No one claimed responsibility for the attack in Lebanon's second largest city. The region has been the scene of fighting between security forces and Islamist militants, and sectarian violence linked to the country's political troubles.

Here are some details:

* MILITANTS:

-- Sunni Islamist militants have operated in Lebanon for decades but became more active after Syrian forces left in 2005.

-- In early September 2007, the Lebanese army finally took control of the Nahr al-Bared camp in northern Lebanon, set up to house Palestinians displaced by the creation of Israel in 1948. The army defeated al Qaeda-inspired Fatah al-Islam militants in fighting that had forced most of the camp's 40,000 residents to flee to the nearby Beddawi camp.

-- More than 400 people were killed in the fighting -- the biggest death toll from internal violence in Lebanon since the 1975-1990 civil war. The camp was mostly destroyed.

* SECTARIAN STRIFE:

-- Since late June, at least 22 people have been killed in the predominantly Sunni city of Tripoli in sectarian fighting between Sunni and Alawite gunmen. Politicians and analysts have blamed the violence on political turbulence in Lebanon.

-- The bouts of violence have been linked to lingering disputes between Lebanon's anti-Syrian Sunni-led majority coalition and the Hezbollah-led opposition, which has close links to the main Alawite group in the city.

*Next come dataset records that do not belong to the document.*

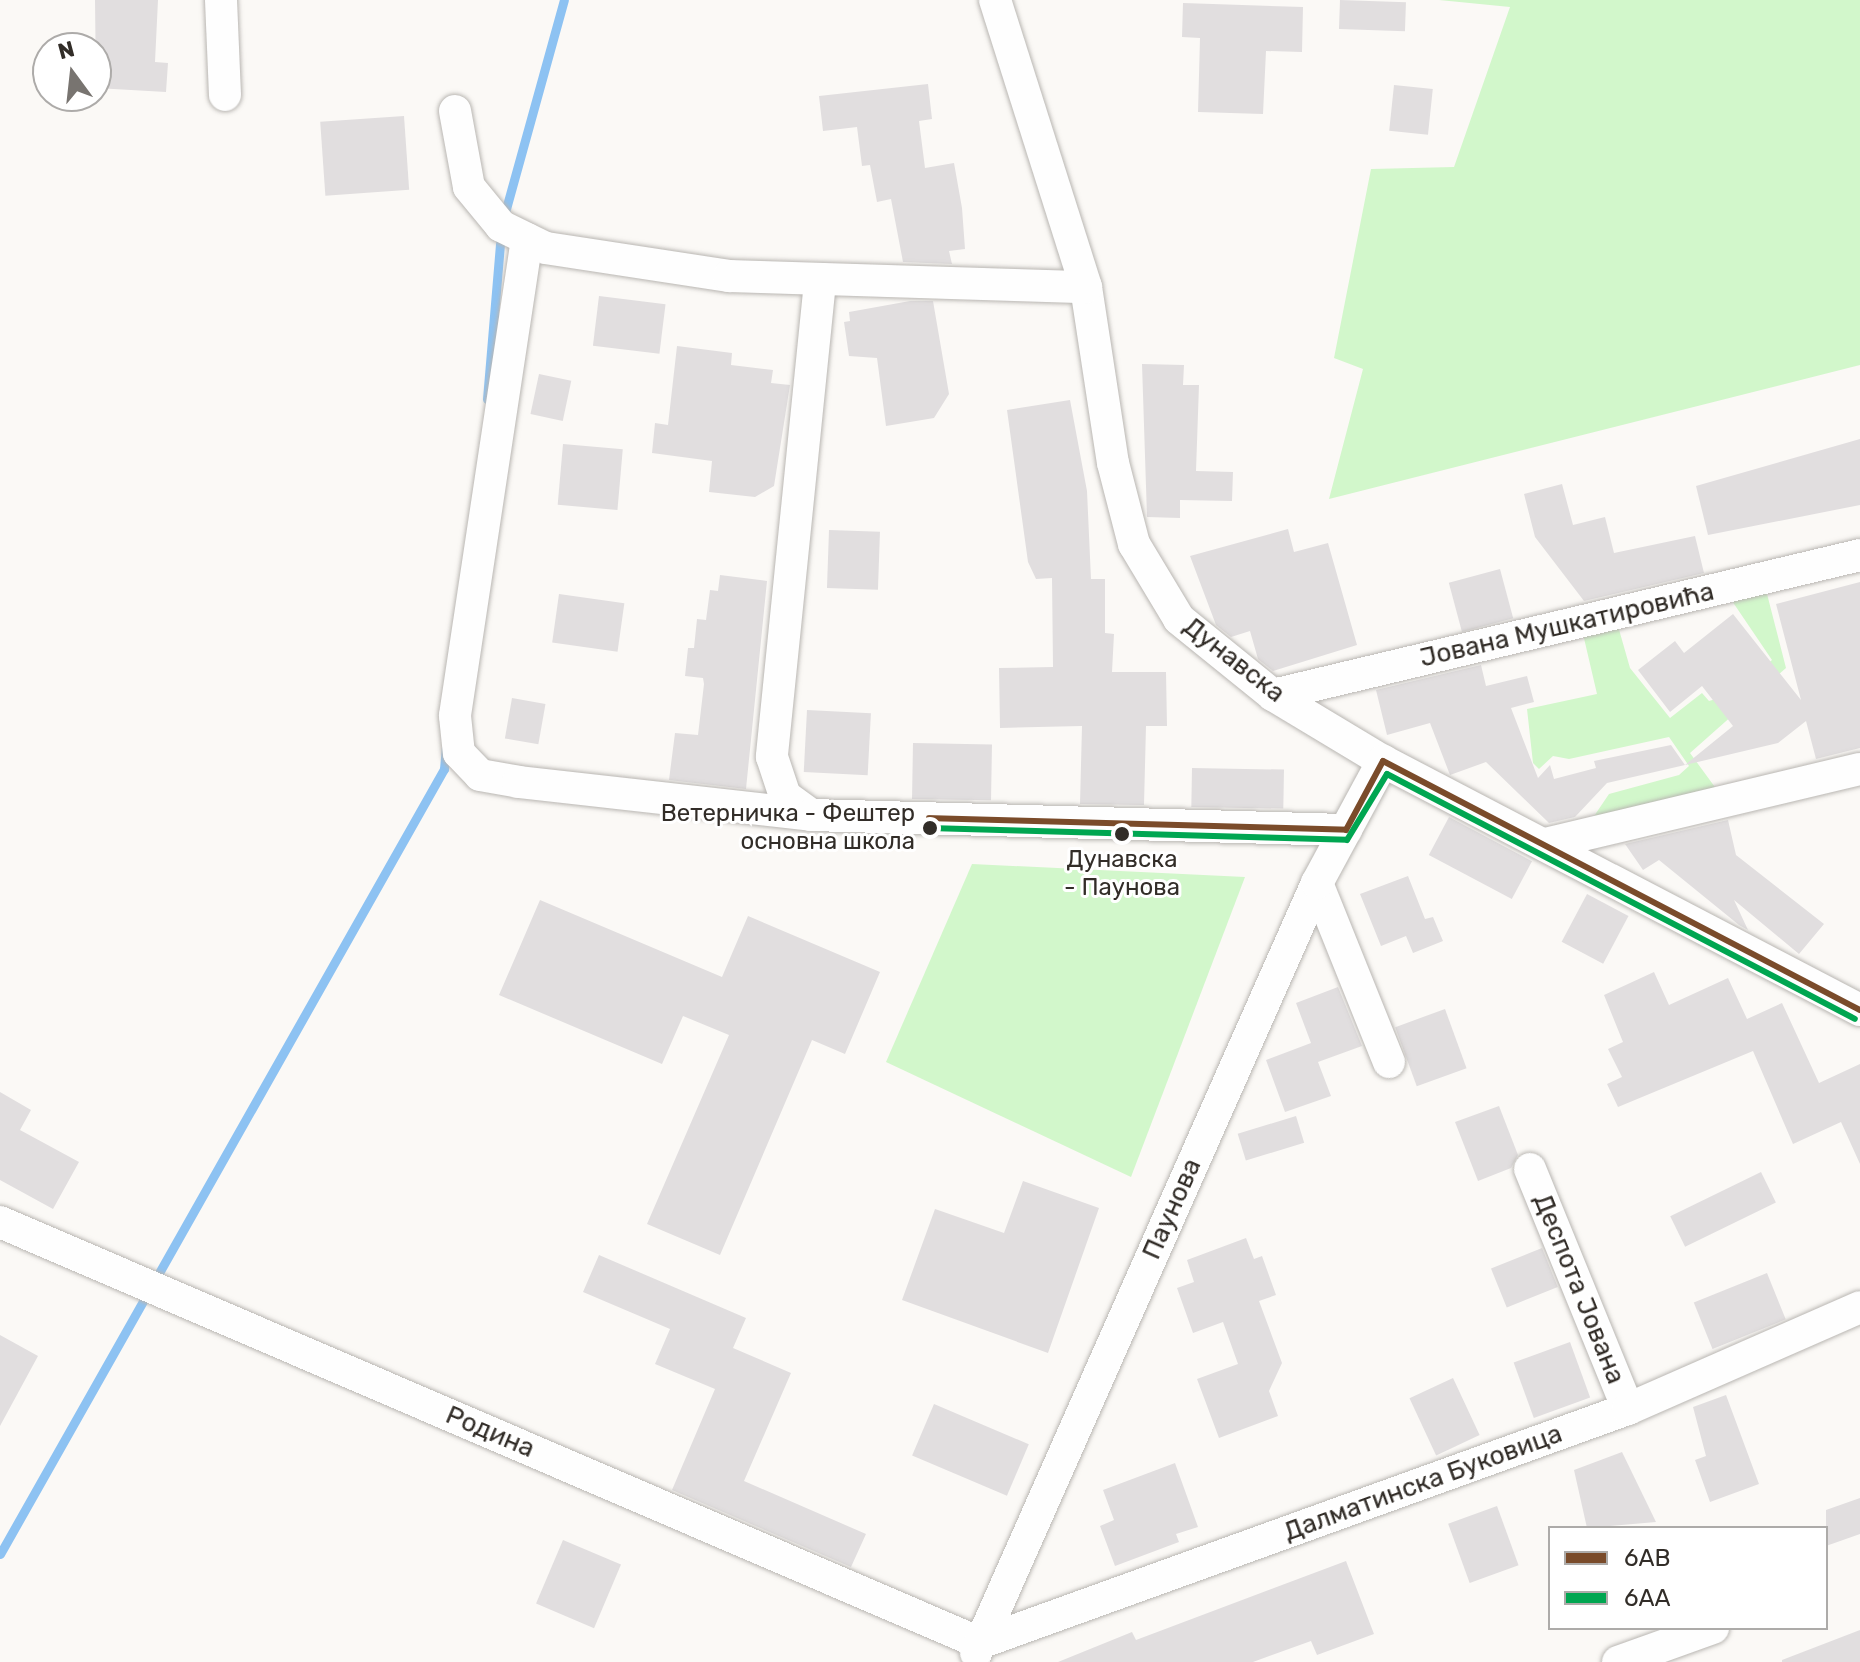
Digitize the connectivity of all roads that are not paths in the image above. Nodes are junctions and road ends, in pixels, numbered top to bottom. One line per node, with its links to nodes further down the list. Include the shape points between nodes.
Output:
1 (221, 0): 3 (street)
2 (995, 0): 7 (street, Дунавска)
3 (225, 95)
4 (455, 111): 5 (street, via 469,187 501,226)
5 (527, 239): 6 (street, via 628,264); 12 (street, via 455,716 459,753 480,775 518,782)
6 (820, 282): 7 (street); 12 (street, via 772,757 785,796)
7 (1086, 287): 9 (street, Дунавска, via 1113,463 1134,544 1179,619)
8 (1860, 555): 9 (street, Јована Мушкатировића)
9 (1273, 695): 10 (street, Дунавска)
10 (1383, 761): 13 (street, Паунова); 14 (street, Дунавска)
11 (1860, 769): 14 (street)
12 (811, 815): 13 (street)
13 (1346, 830): 15 (street, Паунова)
14 (1545, 844): 16 (street, Дунавска)
15 (1317, 883): 17 (street); 23 (street, Паунова)
16 (1860, 1010)
17 (1389, 1062)
18 (1530, 1169): 21 (street, Деспота Јована)
19 (0, 1222): 23 (street, Родина)
20 (1860, 1307): 21 (street, Далматинска Буковица)
21 (1628, 1409): 23 (street, Далматинска Буковица)
22 (1707, 1630): 24 (street)
23 (976, 1652)
24 (1618, 1662)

-- Alawites are a small offshoot of Shi'ite Islam and dominate the Baathist government in neighbouring Syria, ruled by President Bashar al-Assad, himself an Alawite. Their numbers are small in Lebanon but they gained some political clout during Syria's military presence in the country. -- A protracted political conflict between the majority coalition and its opponents was largely resolved in May by a Qatari-mediated deal. But the sides are far from fully making amends.

A SHORT TIMELINE:

Sept. 2, 2007 - Lebanese troops take complete control of Nahr al-Bared camp after 15 weeks of fighting with Fatah al-Islam militants which kills over 420 people, including 170 soldiers.

June 23, 2008 - Lebanese troops deploy in Tripoli, bringing calm after two days of sectarian fighting that killed nine. July 26 - The army deploys to halt two days of heavy sectarian fighting in Tripoli which killed nine and wounded at least 68. Twenty-two people have died in the last two months.

Aug 13 - A bomb targets a bus in Tripoli killing at least 18 including nine soldiers and wounding 45.